> ABOUT THIS EXERCISE: For the records below, count the lines containing the word "green" and reply with the number alone.

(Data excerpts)
*-*-*

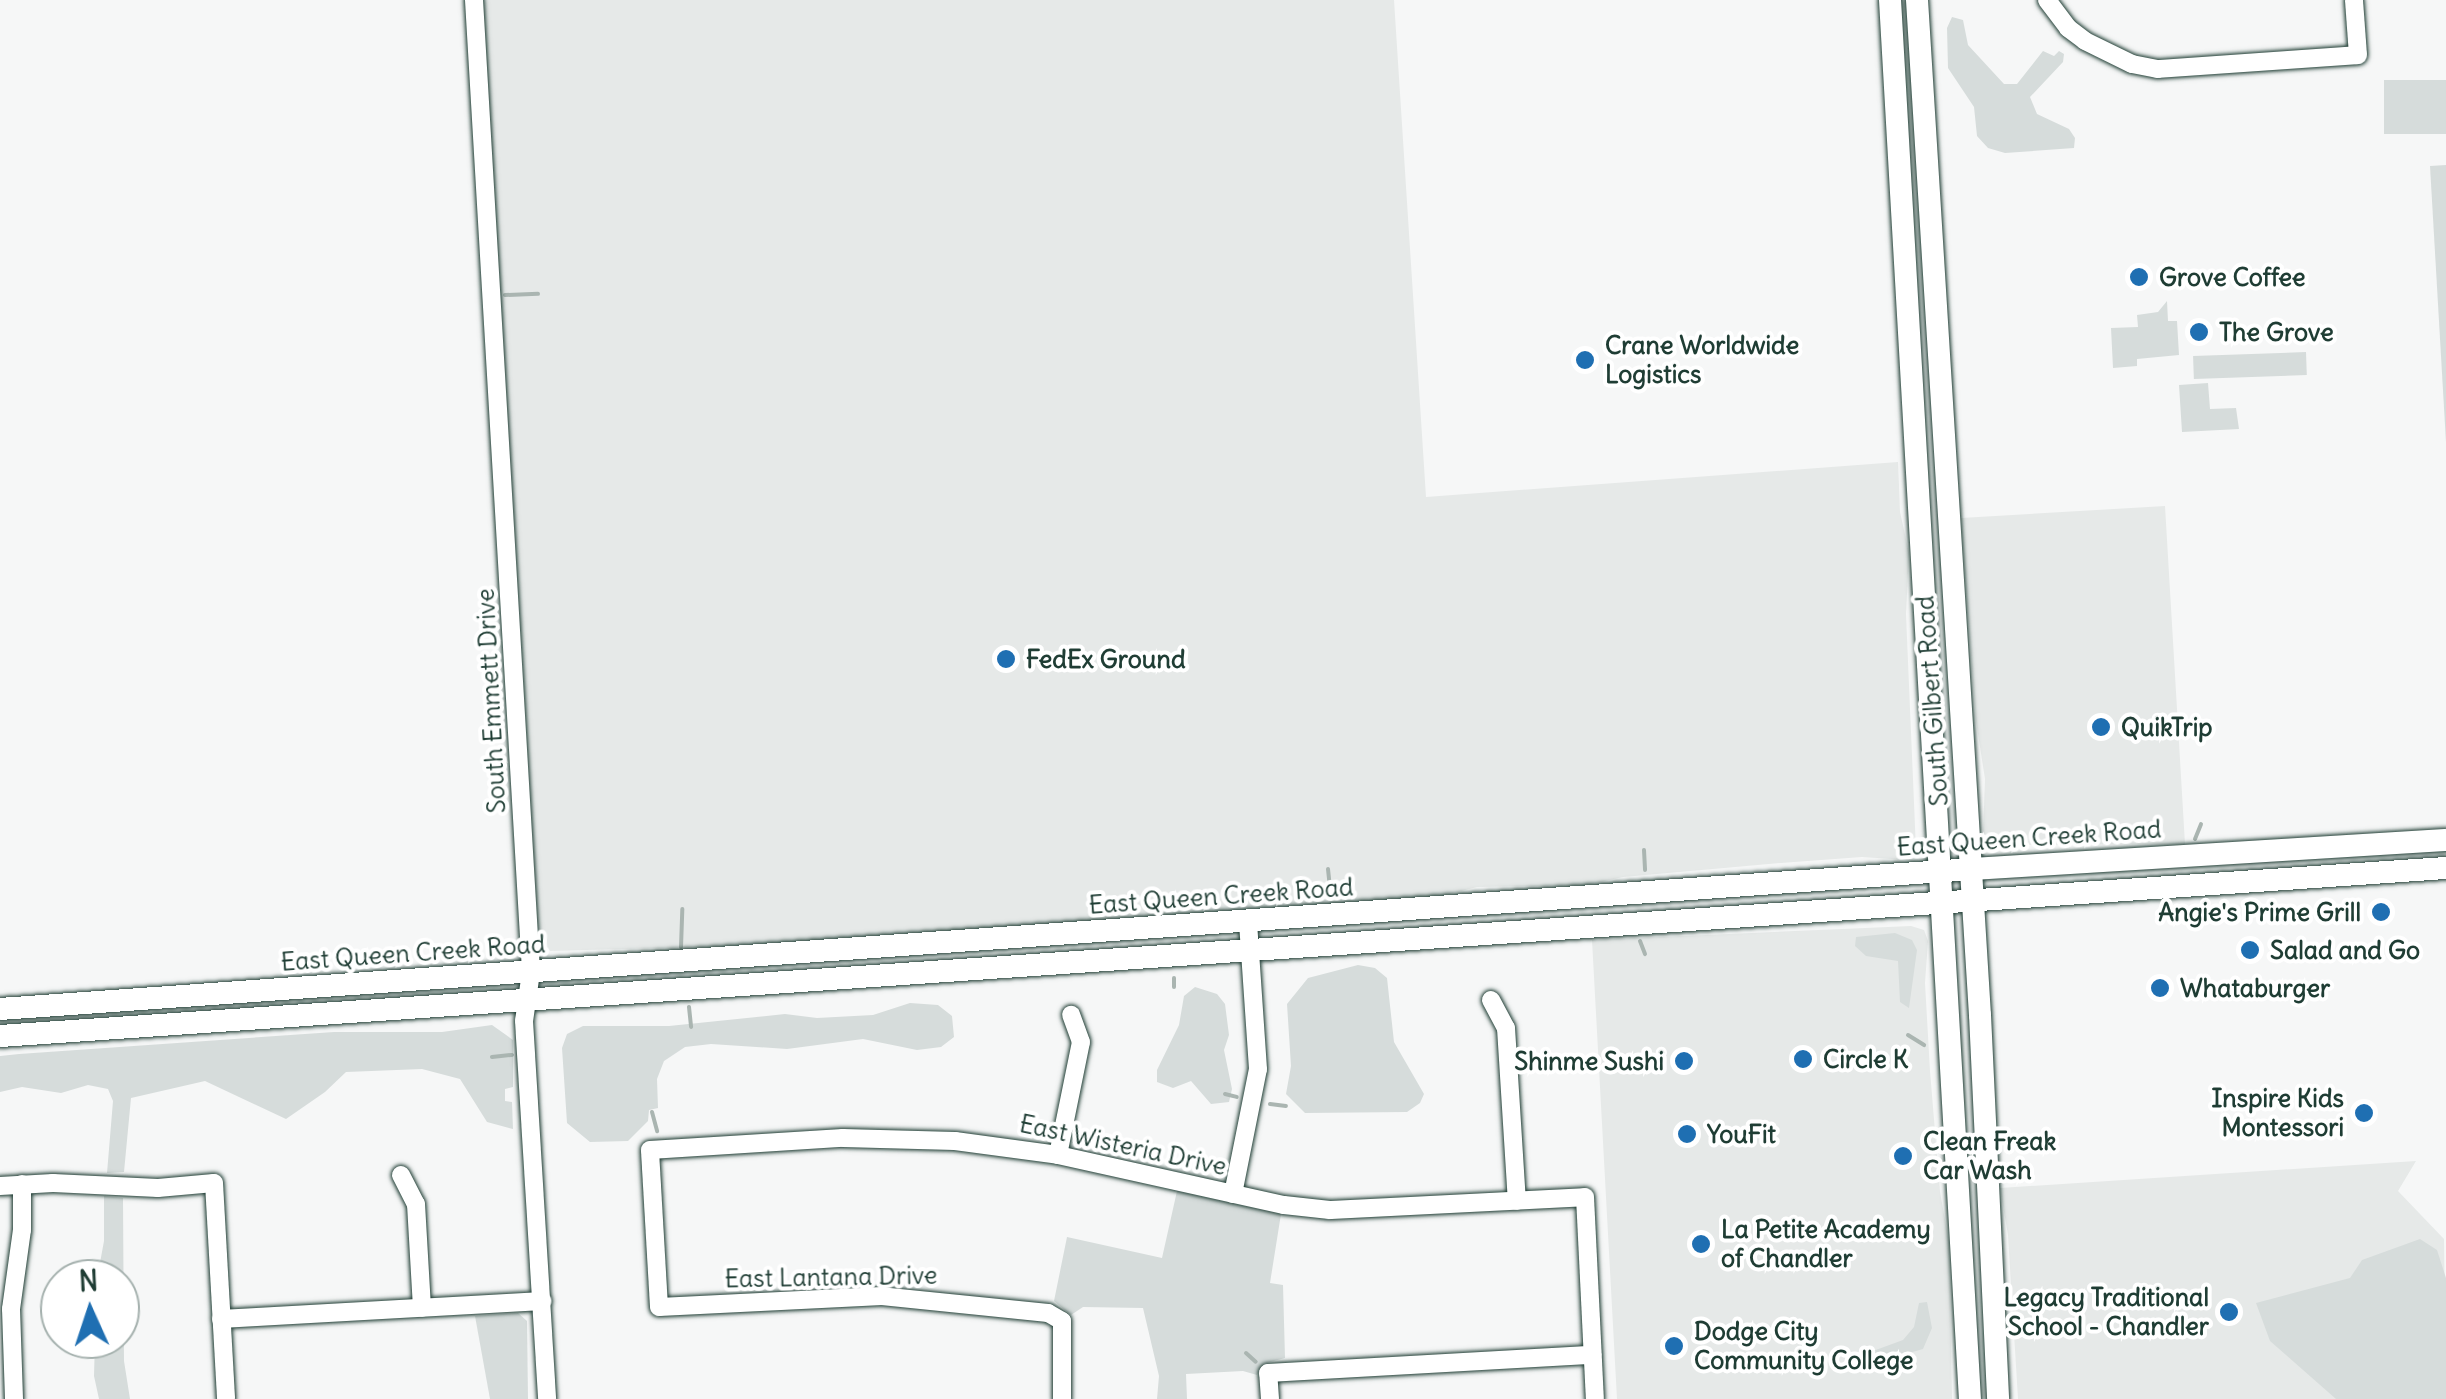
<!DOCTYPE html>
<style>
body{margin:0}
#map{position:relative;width:2446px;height:1399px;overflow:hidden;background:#f6f7f7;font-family:Delius,sans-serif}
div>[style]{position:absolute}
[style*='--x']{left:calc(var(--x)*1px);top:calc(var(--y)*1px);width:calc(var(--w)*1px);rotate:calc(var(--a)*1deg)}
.built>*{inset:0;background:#e6e9e8}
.green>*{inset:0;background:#d6dcdb;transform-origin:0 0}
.stream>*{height:4px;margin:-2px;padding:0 2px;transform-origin:2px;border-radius:2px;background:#aab5b1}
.roads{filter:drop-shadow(0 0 2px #1f3d34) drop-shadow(0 0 2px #1f3d34)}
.minor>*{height:18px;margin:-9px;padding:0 9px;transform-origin:9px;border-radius:9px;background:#fff}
.major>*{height:22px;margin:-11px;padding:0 11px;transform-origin:11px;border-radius:11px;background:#fff}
.dots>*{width:28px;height:28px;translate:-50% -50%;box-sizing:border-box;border:5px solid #fff;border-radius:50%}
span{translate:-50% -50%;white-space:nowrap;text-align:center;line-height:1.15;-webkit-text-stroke:8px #fff;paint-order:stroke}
.poi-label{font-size:25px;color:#1f3d34;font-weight:700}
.left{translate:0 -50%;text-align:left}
.right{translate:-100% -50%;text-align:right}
.street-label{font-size:25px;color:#1f3d34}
.north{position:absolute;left:40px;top:1259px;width:100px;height:100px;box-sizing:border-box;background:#fff;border:2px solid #a5b1ae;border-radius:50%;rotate:357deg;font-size:28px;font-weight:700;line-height:40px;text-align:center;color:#1f3d34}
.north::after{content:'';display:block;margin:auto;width:35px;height:45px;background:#1f6fb2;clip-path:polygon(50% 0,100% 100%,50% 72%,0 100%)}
</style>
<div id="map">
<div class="built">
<i style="clip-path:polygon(474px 0,1394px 0,1426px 497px,1898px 462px,1900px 512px,1909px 553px,1906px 614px,1916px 850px,1907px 860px,1862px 857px,1781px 863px,1623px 877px,1586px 885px,1477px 887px,1441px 896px,731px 946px,550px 951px,539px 939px,499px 268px,490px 264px)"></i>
<i style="clip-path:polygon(2165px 506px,2185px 844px,1988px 845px,1983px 835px,1985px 779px,1976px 721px,1961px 518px)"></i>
<i style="clip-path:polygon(1911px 926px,1924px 930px,1928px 941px,1925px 983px,1930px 1071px,1940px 1192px,1949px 1242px,1952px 1399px,1617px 1399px,1592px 940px)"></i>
<i style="clip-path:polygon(2416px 1161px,2398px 1191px,2444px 1239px,2446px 1399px,2018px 1399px,2008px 1235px,2000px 1188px)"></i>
</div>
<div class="green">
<i style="clip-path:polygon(1952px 17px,1963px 20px,1968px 45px,2004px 84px,2017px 84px,2043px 51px,2054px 56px,2059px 51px,2064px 54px,2063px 62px,2030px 97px,2037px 114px,2069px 129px,2075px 138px,2074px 148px,2005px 153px,1988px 148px,1977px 136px,1974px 107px,1948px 68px,1947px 28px)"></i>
<i style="left:2446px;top:80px;width:54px;height:62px;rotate:90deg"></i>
<i style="clip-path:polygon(2446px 165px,2446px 442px,2430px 166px)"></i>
<i style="clip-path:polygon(2167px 301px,2168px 321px,2177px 321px,2179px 355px,2137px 359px,2137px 366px,2113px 368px,2111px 328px,2138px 327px,2137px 315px,2158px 312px)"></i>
<i style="left:2306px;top:352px;width:23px;height:113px;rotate:88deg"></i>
<i style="clip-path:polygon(2208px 383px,2210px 409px,2236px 408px,2239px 429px,2182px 432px,2179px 385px)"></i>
<i style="clip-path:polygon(1895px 933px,1912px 940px,1917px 950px,1909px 1008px,1900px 1002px,1898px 961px,1866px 956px,1855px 946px,1856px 937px)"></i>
<i style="clip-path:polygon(1358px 965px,1375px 968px,1387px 978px,1394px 1042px,1424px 1094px,1420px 1103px,1407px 1112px,1305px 1113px,1286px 1094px,1291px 1066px,1287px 1004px,1308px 978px)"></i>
<i style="clip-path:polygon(1195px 987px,1217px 994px,1225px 1004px,1229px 1035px,1224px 1050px,1232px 1089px,1229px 1102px,1211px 1104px,1191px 1081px,1173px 1088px,1157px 1082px,1157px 1070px,1179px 1025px,1184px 996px)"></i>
<i style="clip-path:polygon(910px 1003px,938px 1005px,952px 1016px,954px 1037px,941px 1047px,917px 1050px,863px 1039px,787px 1049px,711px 1044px,685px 1047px,664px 1061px,657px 1079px,658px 1108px,649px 1110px,648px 1121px,628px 1141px,590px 1142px,567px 1123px,562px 1048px,567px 1034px,583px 1026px,669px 1026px,785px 1014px,817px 1018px,873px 1015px)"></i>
<i style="clip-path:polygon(492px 1025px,513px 1040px,513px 1087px,505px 1089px,505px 1101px,512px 1102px,513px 1129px,487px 1122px,460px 1079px,422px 1069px,346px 1072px,325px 1092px,286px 1119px,205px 1081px,131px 1098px,124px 1172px,107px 1173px,113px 1101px,108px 1089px,88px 1085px,61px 1093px,22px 1087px,0 1092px,0 1056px,19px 1054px,334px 1032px,442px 1032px)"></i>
<i style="clip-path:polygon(1177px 1191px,1281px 1214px,1270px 1283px,1283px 1285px,1285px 1358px,1263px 1364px,1257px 1375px,1243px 1371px,1186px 1374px,1187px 1399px,1157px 1399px,1159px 1376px,1143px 1308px,1083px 1307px,1071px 1315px,1054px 1301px,1067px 1237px,1162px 1258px)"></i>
<i style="clip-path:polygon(104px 1196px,123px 1198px,124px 1361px,130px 1399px,99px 1399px,94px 1376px,95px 1339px,120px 1339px,120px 1279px,97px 1279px,104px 1241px)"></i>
<i style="clip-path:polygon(2420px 1239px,2437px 1250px,2446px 1278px,2446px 1399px,2336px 1399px,2270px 1341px,2256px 1303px,2350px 1278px,2362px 1260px)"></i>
<i style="clip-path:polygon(1927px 1302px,1932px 1328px,1923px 1349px,1874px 1363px,1873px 1351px,1903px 1340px,1914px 1327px,1919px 1303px)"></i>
<i style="clip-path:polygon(518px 1313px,527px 1321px,528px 1399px,490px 1399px,475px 1316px)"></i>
</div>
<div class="stream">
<i style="--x:505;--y:295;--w:33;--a:-2"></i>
<i style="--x:2195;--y:839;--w:16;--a:-68"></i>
<i style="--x:1644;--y:850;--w:20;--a:87"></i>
<i style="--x:1328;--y:869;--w:29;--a:84"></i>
<i style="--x:1640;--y:941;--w:14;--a:69"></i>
<i style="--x:681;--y:947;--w:38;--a:-88"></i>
<i style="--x:1174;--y:978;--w:9;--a:90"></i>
<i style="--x:689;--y:1007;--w:20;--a:84"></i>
<i style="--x:1908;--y:1035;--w:19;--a:32"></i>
<i style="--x:492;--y:1057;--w:20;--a:-6"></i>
<i style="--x:1225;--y:1094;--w:12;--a:14"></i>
<i style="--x:1270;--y:1104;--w:16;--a:7"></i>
<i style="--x:652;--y:1112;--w:20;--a:75"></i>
<i style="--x:1246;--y:1353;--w:13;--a:42"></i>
</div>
<div class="roads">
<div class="minor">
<i style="--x:474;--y:0;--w:974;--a:86.64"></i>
<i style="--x:531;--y:972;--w:49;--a:98.1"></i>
<i style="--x:524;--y:1021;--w:379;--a:86.5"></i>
<i style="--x:2047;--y:0;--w:35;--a:53"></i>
<i style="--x:2068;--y:28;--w:21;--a:37"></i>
<i style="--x:2085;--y:41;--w:52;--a:26.1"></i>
<i style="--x:2132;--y:64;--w:26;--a:11"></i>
<i style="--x:2158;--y:69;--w:200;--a:-4"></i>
<i style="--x:2358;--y:55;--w:55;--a:-94.2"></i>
<i style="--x:1491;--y:1000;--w:32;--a:62"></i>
<i style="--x:1506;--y:1028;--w:173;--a:86.4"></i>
<i style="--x:1058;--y:1155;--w:115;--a:-78.5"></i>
<i style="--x:1081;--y:1042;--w:29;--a:-110"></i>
<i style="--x:401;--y:1175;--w:33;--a:63"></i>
<i style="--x:416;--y:1204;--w:104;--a:86.7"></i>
<i style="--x:0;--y:1186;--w:53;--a:-3.2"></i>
<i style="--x:53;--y:1183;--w:105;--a:2.7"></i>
<i style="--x:158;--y:1188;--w:56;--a:-5.1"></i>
<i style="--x:214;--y:1183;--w:216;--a:86.8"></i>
<i style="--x:1233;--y:1194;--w:127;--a:-78.7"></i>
<i style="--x:1258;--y:1069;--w:148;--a:-93.9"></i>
<i style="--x:221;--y:1319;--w:322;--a:-3.2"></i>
<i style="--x:14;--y:1399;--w:90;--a:-91.9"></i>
<i style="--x:11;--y:1309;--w:80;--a:-82.1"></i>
<i style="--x:22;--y:1230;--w:46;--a:-90"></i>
<i style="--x:1062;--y:1399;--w:78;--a:-90"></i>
<i style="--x:1062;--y:1321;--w:16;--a:-150"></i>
<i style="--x:1048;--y:1313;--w:167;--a:-174.2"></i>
<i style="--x:882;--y:1296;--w:223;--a:177.2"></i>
<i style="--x:659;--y:1307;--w:157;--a:-93.3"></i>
<i style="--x:650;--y:1150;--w:193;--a:-3.6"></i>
<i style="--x:843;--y:1138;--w:112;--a:1.5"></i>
<i style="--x:955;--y:1141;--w:104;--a:7.7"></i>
<i style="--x:1058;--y:1155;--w:231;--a:12.5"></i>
<i style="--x:1284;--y:1205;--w:46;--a:6.2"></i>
<i style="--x:1330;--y:1210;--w:255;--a:-2.9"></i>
<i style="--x:1585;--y:1197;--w:202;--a:87.2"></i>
<i style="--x:1270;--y:1399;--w:26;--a:-94"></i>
<i style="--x:1268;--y:1373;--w:325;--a:-3.2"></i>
</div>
<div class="major">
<i style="--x:1890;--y:0;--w:1401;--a:86.73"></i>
<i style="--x:1917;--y:0;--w:1017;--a:86.45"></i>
<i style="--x:1980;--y:1015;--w:384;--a:87.3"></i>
<i style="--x:0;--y:1009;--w:1976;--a:-4.06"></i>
<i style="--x:1971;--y:869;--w:476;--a:-3.5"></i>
<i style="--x:0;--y:1036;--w:2452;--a:-3.93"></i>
</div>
</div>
<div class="dots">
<i style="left:2139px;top:277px;background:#1f6fb2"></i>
<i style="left:2199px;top:332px;background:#1f6fb2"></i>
<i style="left:1585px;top:360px;background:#1f6fb2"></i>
<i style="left:1006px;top:659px;background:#1f6fb2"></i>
<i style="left:2101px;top:727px;background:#1f6fb2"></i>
<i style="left:2381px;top:912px;background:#1f6fb2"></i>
<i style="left:2250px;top:950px;background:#1f6fb2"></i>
<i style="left:2160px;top:988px;background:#1f6fb2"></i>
<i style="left:1803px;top:1059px;background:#1f6fb2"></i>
<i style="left:1684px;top:1061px;background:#1f6fb2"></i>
<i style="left:2364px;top:1113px;background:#1f6fb2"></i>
<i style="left:1687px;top:1134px;background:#1f6fb2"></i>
<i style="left:1903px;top:1156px;background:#1f6fb2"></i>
<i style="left:1701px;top:1244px;background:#1f6fb2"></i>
<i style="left:2229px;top:1312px;background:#1f6fb2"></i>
<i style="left:1674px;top:1346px;background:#1f6fb2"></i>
</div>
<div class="poi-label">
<span class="left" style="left:2159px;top:277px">Grove Coffee</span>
<span class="left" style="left:2219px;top:332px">The Grove</span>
<span class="left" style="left:1605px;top:360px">Crane Worldwide<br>Logistics</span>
<span class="left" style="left:1026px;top:659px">FedEx Ground</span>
<span class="left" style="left:2121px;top:727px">QuikTrip</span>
<span class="right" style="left:2361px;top:912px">Angie's Prime Grill</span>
<span class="left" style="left:2270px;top:950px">Salad and Go</span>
<span class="left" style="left:2180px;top:988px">Whataburger</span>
<span class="left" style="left:1823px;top:1059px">Circle K</span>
<span class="right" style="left:1664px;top:1061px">Shinme Sushi</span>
<span class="right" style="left:2344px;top:1113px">Inspire Kids<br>Montessori</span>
<span class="left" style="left:1707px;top:1134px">YouFit</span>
<span class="left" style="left:1923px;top:1156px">Clean Freak<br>Car Wash</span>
<span class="left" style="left:1721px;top:1244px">La Petite Academy<br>of Chandler</span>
<span class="right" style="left:2209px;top:1312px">Legacy Traditional<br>School - Chandler</span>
<span class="left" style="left:1694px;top:1346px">Dodge City<br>Community College</span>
</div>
<div class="street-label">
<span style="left:491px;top:701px;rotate:-93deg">South Emmett Drive</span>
<span style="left:1932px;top:701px;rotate:-94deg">South Gilbert Road</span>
<span style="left:2029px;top:838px;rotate:-4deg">East Queen Creek Road</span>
<span style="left:1221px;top:896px;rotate:-4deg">East Queen Creek Road</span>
<span style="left:413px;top:953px;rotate:-4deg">East Queen Creek Road</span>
<span style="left:1123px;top:1145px;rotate:12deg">East Wisteria Drive</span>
<span style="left:831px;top:1277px;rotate:-1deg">East Lantana Drive</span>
</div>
<div class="north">N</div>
</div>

*-*-*

> OUTPUT OF THE TASK: 2